You are so kind. You're like the Tom Hanks of Pedophilia.

Char said...

http://simplyblogged.wordpress.com/2009/03/07/7-questions-charlane

Kurt said...

Aww! Char! Thank you!!

Sarah's Blogtastic Adventures said...

I am oddly turned on right now by that Dan Zane video, but it could be because he kept saying cock over and over again.

Is cock okay to say on Sundays?

Kurt said...

@SBA: That's between you and Jahoova or whatever he likes being called. I think so, because in the Bible it's all "And the cock crowed three times." and I was all "Damn. That guy has some stamina!"

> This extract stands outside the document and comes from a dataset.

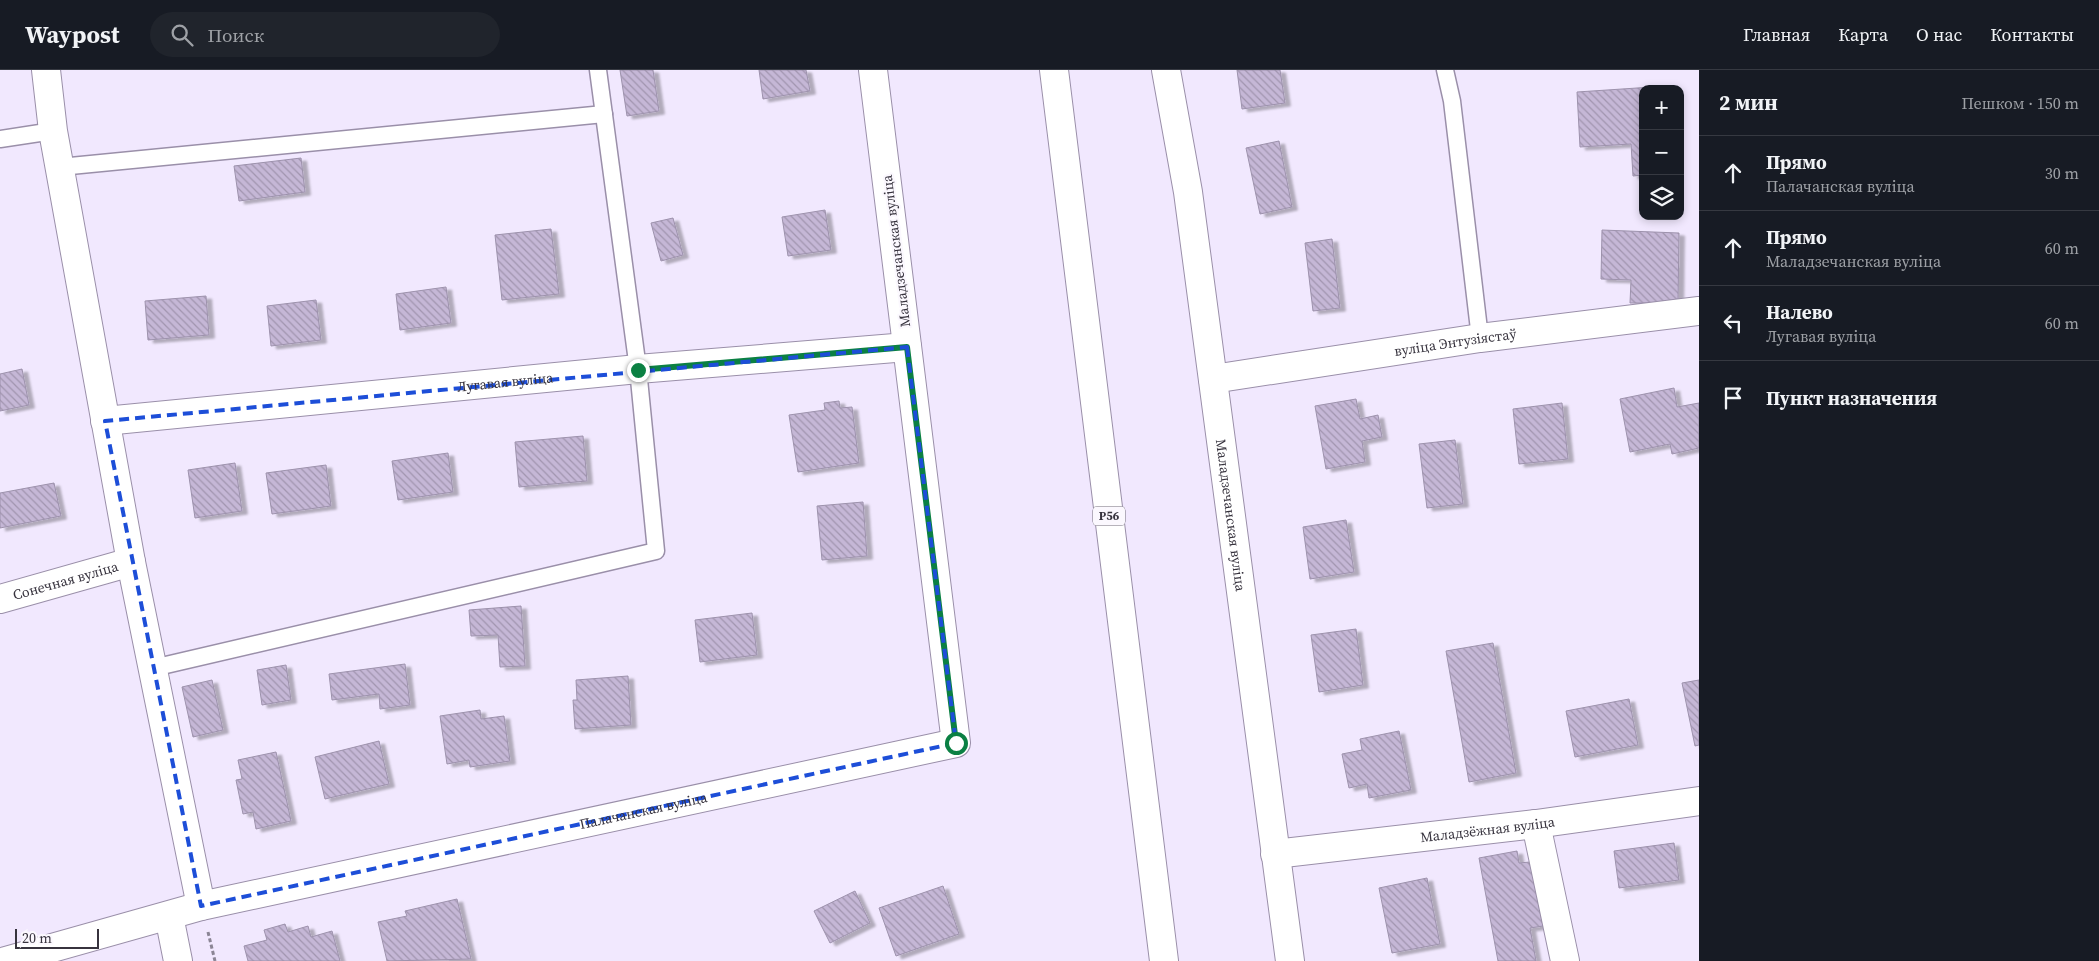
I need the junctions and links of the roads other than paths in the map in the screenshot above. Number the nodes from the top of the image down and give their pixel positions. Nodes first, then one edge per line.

Blasphemy...it's what's for dinner.

Maggie May said...

cock...it's what's for dinner.

Lori said...

Canada is not pretend and yes, I will finally come clean and tell you all Canadian families are given snow bears at birth to love and protect the whole clan(and the national igloo, Mike Huckabee), and if you make fun of Canada again, I will will remind you they can swim, very fast in fact, and a lake isn't much to swim, especially if your snow bear has magic white boots like mine does,just like the ones that HR Puffinstuff has.
Time for my socialised, government supplied meth now.

Miss Yvonne said...

I said "fuck you" in a cemetery yesterday (Sunday) and as soon as it came out of my mouth I cringed because I knew the lightning bolt was on it's way but it didn't hit me so I think you are probably right about God saying fuck on Sunday. He* probably heard me and was all about getting the lightning bolt ready and then at the last second He* stopped and sat back and said "Aww fuck it, it's Sunday."

Notice how I capitalized He when I mentioned God saying fuck...because I'm a good Christian girl and I was raised the fuck right.